Wer Wodka will, muss aus dem Bauchnabel trinken

Die in den Zimmern bereitgestellten Uralt-graugroß-Computer sind aber auch bloß mäßig verführerisch. Ich bin also in der immersiven Installation geblieben, habe nur mich selber befehligt. Die Virtual Reality eines Computer-Spiels, die da als Theater-Fiktion nachgebaut wurde, ist hingegen nämlich sehr verführerisch. Alle Wege unergründlich, immer wieder neue Türen, durch den Schrank ins nächste Zimmer, ah! Kaum Licht und viel Graffiti an den Wänden, das sind die "Pits", da leben die "Fighters", so schnell wird der Spiel-Sprech zur Verständigung. Auf schmuddeligen Matratzen liegen Menschen in Leder, Seile in Händen, wer Wodka will, muss aus einem Bauchnabel trinken. Ein Heiligtum, irgendeine Gottheit, in finsterer Ecke, da stinkt es nach Scheiße. Düstere Kampfarenenwelt. Oben, im Dorf, in einer der Wohnungen, rosa Puderzucker mit Glasur-Geruch. Dort lebt Tanja (Vera von Gunten) und wartet, Lockenwickler im Haar, auf ihren Mann Raphael. Der scheint außerdem in irgendeiner intimen Beziehung zu Queen Lydia (Ute Reintjes) zu stehen, deren Schlafzimmer zugleich auch die Arena ist.
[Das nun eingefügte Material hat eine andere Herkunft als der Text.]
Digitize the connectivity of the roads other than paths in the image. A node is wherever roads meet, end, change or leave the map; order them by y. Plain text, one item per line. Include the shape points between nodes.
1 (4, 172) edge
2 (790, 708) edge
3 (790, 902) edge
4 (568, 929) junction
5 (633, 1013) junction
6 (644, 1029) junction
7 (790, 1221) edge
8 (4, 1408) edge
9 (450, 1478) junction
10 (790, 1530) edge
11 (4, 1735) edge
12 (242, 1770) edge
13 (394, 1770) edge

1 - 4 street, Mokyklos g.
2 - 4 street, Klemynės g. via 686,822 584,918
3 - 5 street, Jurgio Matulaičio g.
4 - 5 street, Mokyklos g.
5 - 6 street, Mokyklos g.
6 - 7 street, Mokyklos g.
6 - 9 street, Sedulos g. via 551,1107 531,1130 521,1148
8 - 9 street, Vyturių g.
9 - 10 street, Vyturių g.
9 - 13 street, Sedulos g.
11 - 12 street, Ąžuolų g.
Die Suche nach der alles (oder vielleicht einiges) in einen Zusammenhang rückenden Information verläuft sich in Details. Beyonce war wohl die erste Gewinnerin der Fights, heute macht sie draußen Pop-Karriere. Homosexualität ist pfui, es gibt irgendwo einen Wald. Und die Fighters revoltieren nicht, werden immer weiter von den anderen Bewohnenden missbraucht. Girl One, Generation Two muss Tassen abwaschen und darf niemandem den Rücken zudrehen. Derweilen sitze ich auf einer Couch und lasse mir die Haare flechten. Simon Bauer, Ensemblemitglied und einer der insgesamt knapp 40 Performenden, trägt als Prolet auf und macht die Fighterin nieder. Meine eigene Sicherheit wird hingegen nie bedroht, meine Integrität nicht sonderlich herausgefordert. Ich interveniere, es funktioniert sofort und Girl One, Generation Two sagt später Dankeschön.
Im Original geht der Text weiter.